Project 6: Handwriting Recognition/Sentiment Analysis with kNN/Naive Bayes/SOM

Overview

You will implement the k-nearest-neighbor, Naive Bayesian Classifier, and self-organizing map machine learning algorithms, and apply them to two tasks: Handwriting Recognition and Sentiment Analysis.

Files

The csci335 repository contains a learning package that we will be using in this project. It contains many files. The files in which you will write code are:

  • handwriting.core.FloatDrawing: Alternative handwriting representation for SOM.
  • classifiers.Knn: Implementation of the k-nearest-neighbor algorithm. It should pass the unit tests in classifiers.KnnTest when complete.
  • classifiers.NaiveBayes: Implementation of the Naive Bayes classifier algorithm.
  • classifiers.SOMRecognizer: Supervised learning algorithm using a SOM.
  • som.SelfOrgMap: Implementation of the self-organizing map. It should pass the unit tests in som.SelfOrgMapTest when complete.
  • handwriting.learners: Configured handwriting learners go here. A few examples are provided.
  • sentiment.learners: Configured sentiment learners go here. A few examples are provided.

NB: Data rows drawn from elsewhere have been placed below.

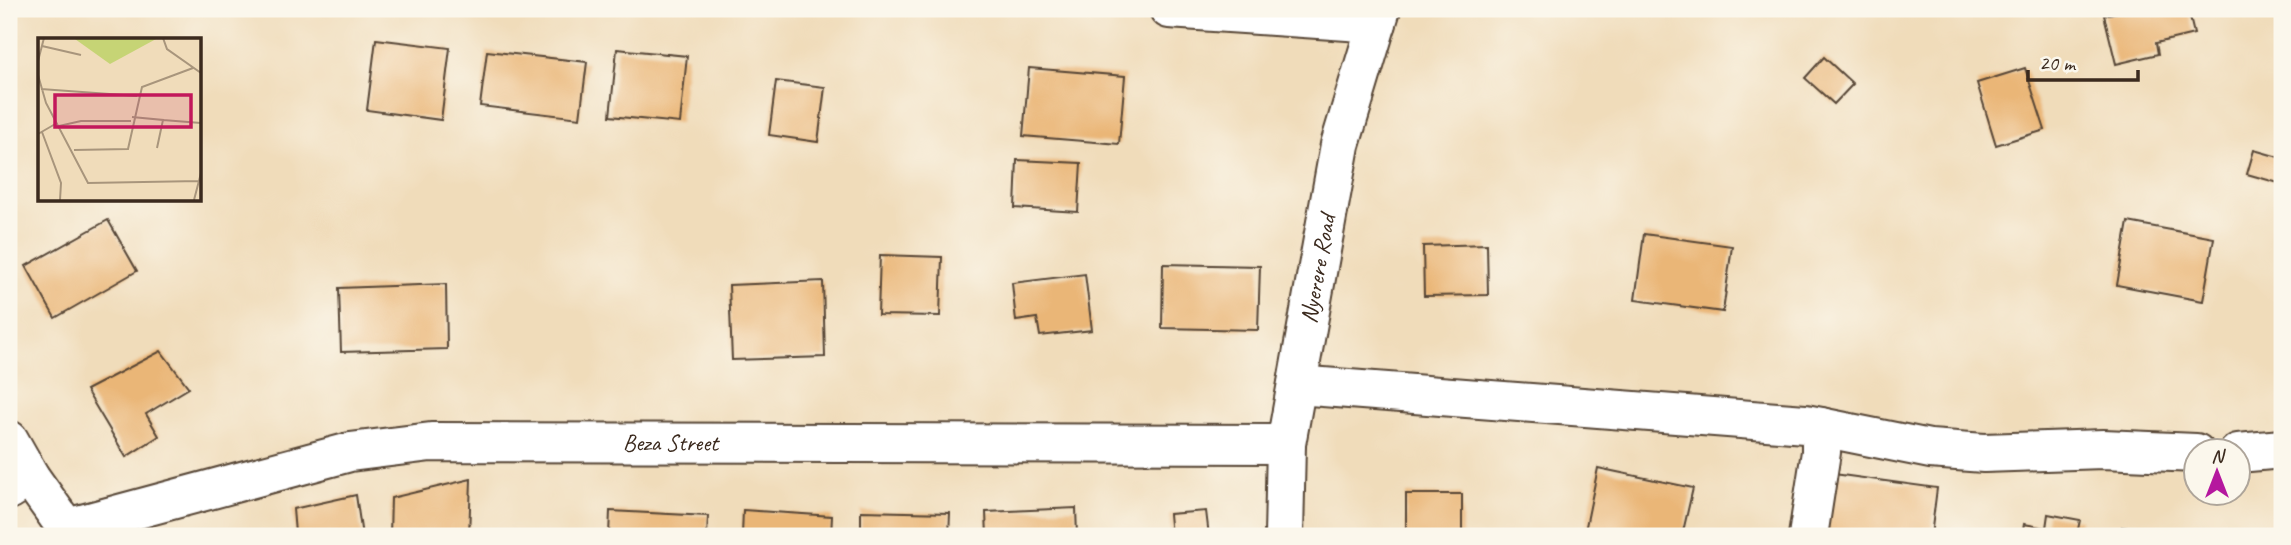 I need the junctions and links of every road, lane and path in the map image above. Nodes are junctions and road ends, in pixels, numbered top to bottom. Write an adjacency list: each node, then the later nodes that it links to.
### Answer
1 (1169, 9): 2 (street)
2 (1379, 16): 3 (street, Nyerere Road)
3 (1297, 385): 4 (street); 6 (street, Nyerere Road)
4 (1821, 427): 8 (street); 13 (street)
5 (9, 440): 10 (street)
6 (1286, 444): 11 (street, Beza Street); 12 (street, Nyerere Road)
7 (2282, 449): 9 (street)
8 (2182, 452)
9 (2252, 452)
10 (20, 484): 11 (street)
11 (69, 532)
12 (1284, 536)
13 (1808, 536) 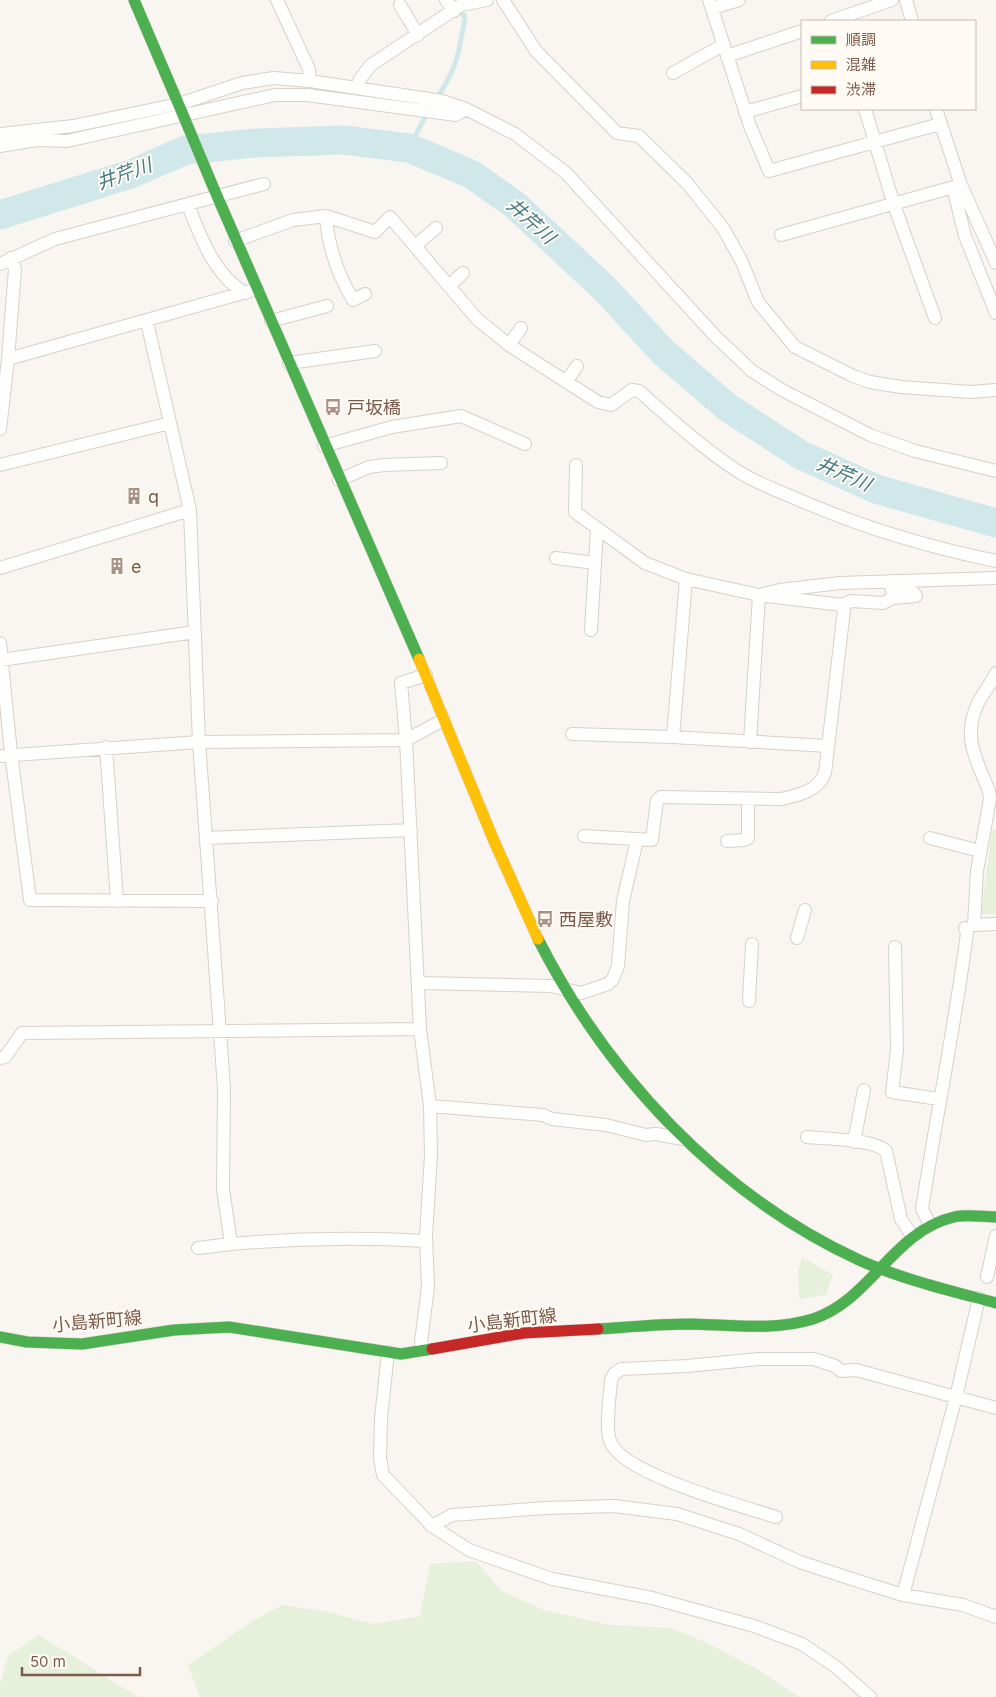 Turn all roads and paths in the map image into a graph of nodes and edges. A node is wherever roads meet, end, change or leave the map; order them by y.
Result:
1 (134, 0) edge
2 (277, 0) edge
3 (487, 0) edge
4 (503, 0) edge
5 (739, 0) edge
6 (892, 0) edge
7 (906, 0) edge
8 (400, 4) dead end
9 (711, 4) edge
10 (454, 6) edge
11 (839, 20) edge
12 (912, 20) edge
13 (801, 31) edge
14 (418, 35) junction
15 (725, 50) junction
16 (672, 73) dead end
17 (310, 81) junction
18 (357, 88) junction
19 (801, 96) edge
20 (180, 107) junction
21 (466, 109) junction
22 (864, 110) edge
23 (936, 110) edge
24 (745, 112) junction
25 (940, 124) junction
26 (0, 134) edge
27 (874, 142) junction
28 (0, 146) edge
29 (264, 184) dead end
30 (957, 186) junction
31 (215, 193) junction
32 (894, 204) junction
33 (188, 205) junction
34 (326, 216) junction
35 (436, 228) dead end
36 (781, 236) dead end
37 (235, 241) junction
38 (416, 245) junction
39 (6, 261) edge
40 (996, 264) edge
41 (463, 273) dead end
42 (450, 285) junction
43 (251, 291) junction
44 (365, 294) dead end
45 (327, 306) dead end
46 (996, 313) edge
47 (935, 318) dead end
48 (271, 321) junction
49 (147, 322) junction
50 (520, 328) dead end
51 (509, 345) junction
52 (375, 351) dead end
53 (8, 359) junction
54 (289, 364) junction
55 (577, 366) dead end
56 (566, 382) junction
57 (996, 390) edge
58 (170, 423) junction
59 (0, 429) edge
60 (525, 444) dead end
61 (324, 446) junction
62 (441, 463) dead end
63 (0, 465) edge
64 (576, 465) dead end
65 (996, 471) edge
66 (339, 480) junction
67 (190, 510) junction
68 (597, 529) junction
69 (556, 558) dead end
70 (996, 561) edge
71 (595, 563) junction
72 (0, 568) edge
73 (996, 578) edge
74 (686, 579) junction
75 (891, 581) junction
76 (759, 595) junction
77 (842, 605) junction
78 (591, 630) dead end
79 (194, 632) junction
80 (0, 643) edge
81 (1, 660) edge
82 (996, 673) edge
83 (426, 674) junction
84 (443, 720) junction
85 (572, 734) dead end
86 (673, 737) junction
87 (406, 740) junction
88 (199, 742) junction
89 (750, 742) junction
90 (828, 746) junction
91 (106, 748) junction
92 (6, 754) edge
93 (748, 799) junction
94 (411, 830) junction
95 (584, 836) dead end
96 (206, 838) junction
97 (930, 838) dead end
98 (637, 840) junction
99 (727, 841) dead end
100 (980, 851) junction
101 (117, 901) junction
102 (212, 902) junction
103 (805, 910) dead end
104 (996, 924) edge
105 (965, 928) dead end
106 (797, 938) dead end
107 (752, 944) dead end
108 (895, 946) dead end
109 (419, 983) junction
110 (565, 989) junction
111 (749, 1001) dead end
112 (420, 1029) junction
113 (221, 1030) junction
114 (0, 1058) edge
115 (864, 1090) dead end
116 (939, 1099) junction
117 (430, 1106) junction
118 (807, 1137) dead end
119 (684, 1139) junction
120 (854, 1142) junction
121 (996, 1217) edge
122 (930, 1225) junction
123 (912, 1236) junction
124 (996, 1236) edge
125 (426, 1241) junction
126 (231, 1244) junction
127 (198, 1248) dead end
128 (880, 1268) junction
129 (987, 1277) dead end
130 (979, 1298) junction
131 (996, 1303) edge
132 (0, 1337) edge
133 (423, 1349) junction
134 (388, 1352) junction
135 (956, 1397) junction
136 (996, 1408) edge
137 (776, 1517) dead end
138 (432, 1526) junction
139 (904, 1595) junction
140 (996, 1617) edge
141 (870, 1697) edge

1 - 20 street
2 - 17 street
3 - 10 street
4 - 57 street
5 - 9 street
6 - 11 street
7 - 12 street
8 - 14 street
9 - 15 street
10 - 14 street
13 - 15 street
14 - 18 street
15 - 16 street
15 - 24 street
17 - 18 street
17 - 20 street
18 - 21 street
19 - 24 street
20 - 26 street
20 - 31 street, bridge
21 - 28 street
21 - 65 street
22 - 27 street
23 - 25 street
24 - 27 street
25 - 27 street
25 - 30 street
27 - 32 street
29 - 31 street
30 - 32 street
30 - 40 street
30 - 46 street
31 - 33 street
31 - 37 street
32 - 36 street
32 - 47 street
33 - 39 street
33 - 43 street
34 - 37 street
34 - 38 street
34 - 44 street
35 - 38 street
37 - 43 street
38 - 42 street
39 - 53 street
41 - 42 street
42 - 51 street
43 - 48 street
43 - 49 street
45 - 48 street
48 - 54 street
49 - 53 street
49 - 58 street
50 - 51 street
51 - 56 street
52 - 54 street
53 - 59 street
54 - 61 street
55 - 56 street
56 - 70 street
58 - 63 street
58 - 67 street
60 - 61 street
61 - 66 street
62 - 66 street
64 - 68 street
66 - 83 street
67 - 72 street
67 - 79 street
68 - 71 street
68 - 74 street
69 - 71 street
71 - 78 street
73 - 75 street
74 - 76 street
74 - 86 street
75 - 76 street
75 - 77 street
76 - 77 street
76 - 89 street
77 - 90 street
79 - 81 street
79 - 88 street
80 - 81 street
81 - 92 street
82 - 100 street
83 - 84 street
83 - 87 street
84 - 87 street
84 - 110 street
85 - 86 street
86 - 89 street
87 - 88 street
87 - 94 street
88 - 91 street
88 - 96 street
89 - 90 street
90 - 93 street
91 - 92 street
91 - 101 street
92 - 101 street
93 - 98 street
93 - 99 street
94 - 96 street
94 - 109 street
95 - 98 street
96 - 102 street
97 - 100 street
98 - 110 street
100 - 104 street
101 - 102 street
102 - 113 street
103 - 106 street
105 - 116 street
107 - 111 street
108 - 116 street
109 - 110 street
109 - 112 street
110 - 119 street
112 - 113 street
112 - 117 street
113 - 114 street
113 - 126 street
115 - 120 street
116 - 122 street
117 - 119 street
117 - 125 street
118 - 120 street
119 - 128 street
120 - 123 street
121 - 122 street, 小島新町線
122 - 123 street, 小島新町線
123 - 128 street, 小島新町線
124 - 129 street
125 - 126 street
125 - 133 street
126 - 127 street
128 - 130 street
128 - 133 street, 小島新町線
130 - 131 street
130 - 135 street
132 - 134 street, 小島新町線
133 - 134 street, 小島新町線
134 - 138 street
135 - 136 street
135 - 137 street
135 - 139 street
138 - 139 street
138 - 141 street
139 - 140 street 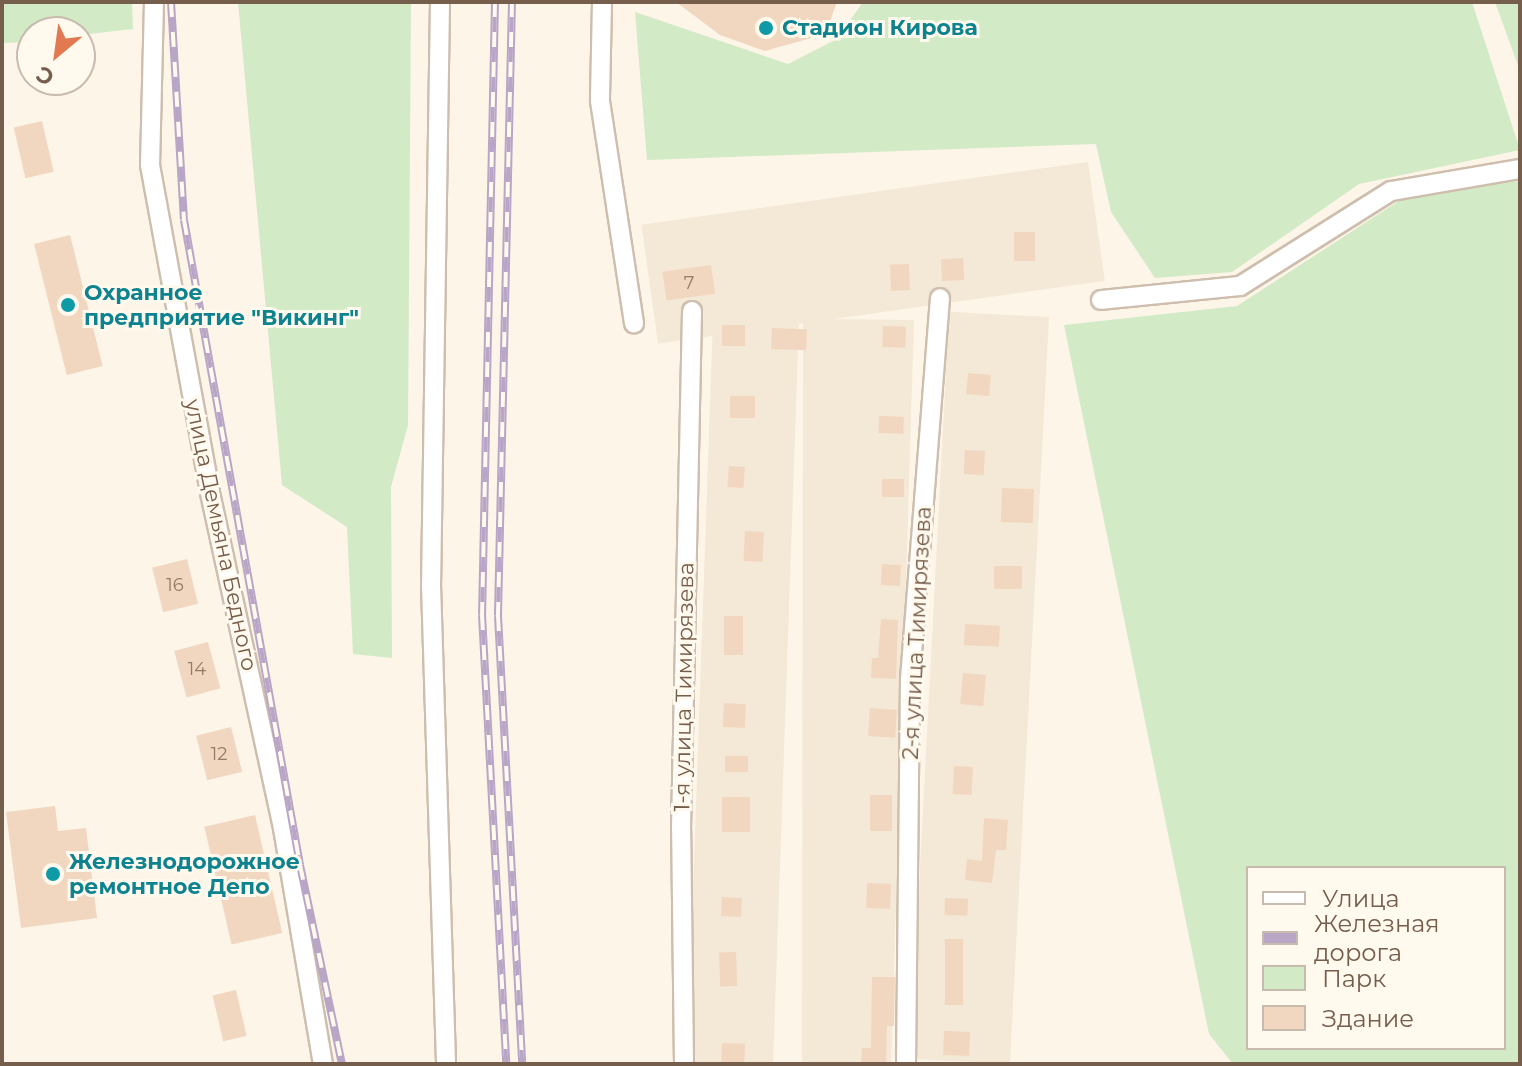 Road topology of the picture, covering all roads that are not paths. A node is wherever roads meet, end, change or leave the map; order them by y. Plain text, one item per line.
1 (154, 2) edge
2 (440, 2) edge
3 (602, 2) edge
4 (1520, 169) edge
5 (940, 298) dead end
6 (1101, 300) dead end
7 (692, 311) dead end
8 (634, 323) dead end
9 (323, 1064) edge
10 (446, 1064) edge
11 (684, 1064) edge
12 (906, 1064) edge

1 - 9 street, улица Демьяна Бедного
2 - 10 street
3 - 8 street
4 - 6 street
5 - 12 street, 2-я улица Тимирязева
7 - 11 street, 1-я улица Тимирязева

Other files of particular interest include:

  • handwriting.gui.DrawingEditor: Run this to create handwriting samples and test your learners.
  • sentiment.gui.SentimentViewer: Run this to test your learners on sentiment analysis problems.
  • core.Histogram: Implements a Histogram data type. This will be useful for kNN among other things.
  • sentiment.core.BagOfWordsFuncs: Distance functions for bags-of-words.
  • core.Classifier: Interface for our machine learning algorithms.
  • handwriting.core.Drawing: Data type for handwriting samples. Drawing::distance is used by kNN.
  • handwriting.core.SOMDrawingBridge: Classifier front-end that turns Drawing objects into FloatDrawing objects to make life easier for the self-organizing map.

Experiments

Handwriting Recognition

  • Complete the implementations of the above files as specified.
  • Using DrawingEditor, draw 20 samples each of two letters. For each drawing, click the “Record” button when it is complete. For the label, use the letter that you drew. Once this is complete, save the file (using the Save command on the File menu).
  • Test the performance of Knn3 on these two letters. Use the Assess menu option under the Learner menu, and perform 4-way cross-validation.
  • Expand your data set to train it to distinguish three letters. Save the expanded data set under a different filename.
  • Continue iterating this process until you can build a classifier that can distinguish at least eight different letters.
  • Compare the performance of k=3 against two other values of k.
  • Repeat this process with the self-organizing map. Compare performance with three different map sizes.

Sentiment Analysis

  • For the sentiment analysis problem, we will compare kNN and Naive Bayes.
  • Using the same values of k as before, evaluate the classification performance of each of these algorithms on the three sentiment analysis data sets: Amazon, Internet Movie Database, and Yelp. All three are found in the sentiment_labelled_sentences folder.
  • Again, perform 4-way cross-validation.

Paper

When you are finished with your experiments, write a paper summarizing your findings. Include the following:

  • An analysis and discussion of your data. (Be sure to include the data as well.)
  • What effect did variations of the value of k have?
  • How about variations in map size?
  • What insights did you gain from the SOM visualizations?
  • Compare the performance of kNN and the SOM for the handwriting classification tasks. Which worked better? Why?
  • Compare the performance of kNN and Naive Bayes on the sentiment analysis task. Which worked better? Why?
  • Compare the relative difficulty of the two tasks. What aspects of the tasks, in your view, contributed to this relative difficulty?
  • Beyond the actual results, what other issues are noteworthy?

Submission

  • Post your code on Github in your private repository. Make sure the instructor is added as a collaborator.
  • Upload your paper to Microsoft Teams.

Grading Criteria

  • Level 1
    • The kNN algorithm is implemented and functional.
    • The paper includes an analysis of kNN for each of the handwriting and sentiment analysis problems.
  • Level 2
    • The self-organizing map and naive bayes algorithms are implemented and functional.
    • The paper includes all of the above analysis.
  • Level 3
    • Find two real-world data sets that you would like to explore. Do the following:
      • Perform unsupervised learning on each data set with the self-organizing map and produce a visualization.
        • What insight do you get about the data from this process? Analyze in your paper.
      • Perform supervised learning on each data set comparing all three algorithms.
        • Which produced the best performance? Why?